Nietzsche a profondément influencé ma conception, très sombre, des forces de création et de destruction perpétuellement à l’oeuvre dans la vie humaine, mais ma théorie cyclique de l’histoire vient en fin de compte, avant lui, de Vico. La révolution sexuelle des années 1960 a exercé une influence radicale sur ma génération. Le repli réactionnaire opéré dans les années 1970 par la seconde vague du féminisme sur les positions d’un puritanisme virulent, n’en était que plus choquant.
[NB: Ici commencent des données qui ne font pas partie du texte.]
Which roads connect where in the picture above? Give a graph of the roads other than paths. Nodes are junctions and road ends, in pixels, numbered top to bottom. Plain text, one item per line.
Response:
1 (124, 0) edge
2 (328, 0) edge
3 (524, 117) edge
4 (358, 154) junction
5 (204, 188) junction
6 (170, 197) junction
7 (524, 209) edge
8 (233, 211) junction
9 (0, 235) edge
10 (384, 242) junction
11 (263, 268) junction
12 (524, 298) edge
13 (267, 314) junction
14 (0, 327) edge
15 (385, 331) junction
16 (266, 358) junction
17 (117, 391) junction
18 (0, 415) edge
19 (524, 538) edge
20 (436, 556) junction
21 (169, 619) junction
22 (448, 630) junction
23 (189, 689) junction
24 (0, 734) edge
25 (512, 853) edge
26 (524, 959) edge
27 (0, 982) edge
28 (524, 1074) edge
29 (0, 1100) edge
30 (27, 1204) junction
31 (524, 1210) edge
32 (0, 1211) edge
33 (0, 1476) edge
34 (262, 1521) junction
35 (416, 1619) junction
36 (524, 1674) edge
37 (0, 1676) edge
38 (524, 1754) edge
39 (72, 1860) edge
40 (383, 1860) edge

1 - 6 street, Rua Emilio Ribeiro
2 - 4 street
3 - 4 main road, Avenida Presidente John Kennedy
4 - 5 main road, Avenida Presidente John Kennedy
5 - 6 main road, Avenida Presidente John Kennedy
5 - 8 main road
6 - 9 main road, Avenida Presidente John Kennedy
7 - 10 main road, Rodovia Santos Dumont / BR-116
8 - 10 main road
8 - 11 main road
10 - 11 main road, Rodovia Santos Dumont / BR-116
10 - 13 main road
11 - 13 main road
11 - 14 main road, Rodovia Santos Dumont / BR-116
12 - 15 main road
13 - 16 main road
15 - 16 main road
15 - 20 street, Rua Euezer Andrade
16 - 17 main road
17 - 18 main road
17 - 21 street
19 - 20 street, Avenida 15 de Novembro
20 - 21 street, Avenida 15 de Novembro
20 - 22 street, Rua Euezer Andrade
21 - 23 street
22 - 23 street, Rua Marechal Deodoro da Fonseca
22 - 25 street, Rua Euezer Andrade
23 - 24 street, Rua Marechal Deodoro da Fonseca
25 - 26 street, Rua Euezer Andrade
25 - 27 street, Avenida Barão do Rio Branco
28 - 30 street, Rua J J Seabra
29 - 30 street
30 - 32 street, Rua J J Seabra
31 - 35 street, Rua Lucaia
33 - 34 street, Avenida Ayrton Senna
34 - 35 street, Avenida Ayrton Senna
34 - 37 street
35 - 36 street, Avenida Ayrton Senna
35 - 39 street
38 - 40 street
La sincérité sexuelle des films d’art et d’essai européens les plus audacieux et les nouvelles traductions du marquis de Sade et d’Histoire d’O. avaient galvanisé le courant féministe pro-sexe auquel j’appartenais. La crudité sexuelle du rock’n’roll, plongeant ses racines dans le blues afro-américain, était notre langue quotidienne. Des jeunes femmes comme moi entraient sans crainte dans des cinémas où des films pornographiques comme Gorge profonde ou Derrière la porte verte étaient projetés devant des publics qui n’étaient plus exclusivement masculins. Emmanuelle, avec Sylvia Krystel dans le rôle d’une charmante aventurière bisexuelle à Bangkok, représentait le rêve visionnaire de plaisirs exotiques. Jeanne Moreau, Delphine Seyrig, Catherine Deneuve et Stéphane Audran incarnaient de brillantes images de sophistication sexuelle, balayant les « braves filles » provinciales d’Hollywood à la Doris Day ou Debbie Reynolds, qu’on nous avait imposées dans notre jeunesse. Quand je suis arrivée à la Graduate School de Yale en 1968, j’ai accroché au-dessus de mon lit une grande affiche de Belle de jour qui montrait Deneuve provocante, son dos nu tourné vers le spectateur. C’était pour moi une image sacrée, dont j’ai été curieusement récompensée peu après en croisant le chemin de Deneuve à New York : nous nous sommes littéralement foncées dedans, de face, devant le magasin Saks de la Cinquième avenue – sur quoi, stupéfaite, je lui ai impoliment couru après pour lui demander un autographe. Bien sûr, je n’étais personne, je n’étais qu’une simple étudiante, mais c’était pour moi un événement incroyable qui m’a convaincue de l’existence de certaines énergies irrationnelles à l’oeuvre dans la sexualité, aux confins du mystique. La nature, le magnétisme et l’instinct animal nous dirigent d’une manière que nous ne comprendrons jamais complètement.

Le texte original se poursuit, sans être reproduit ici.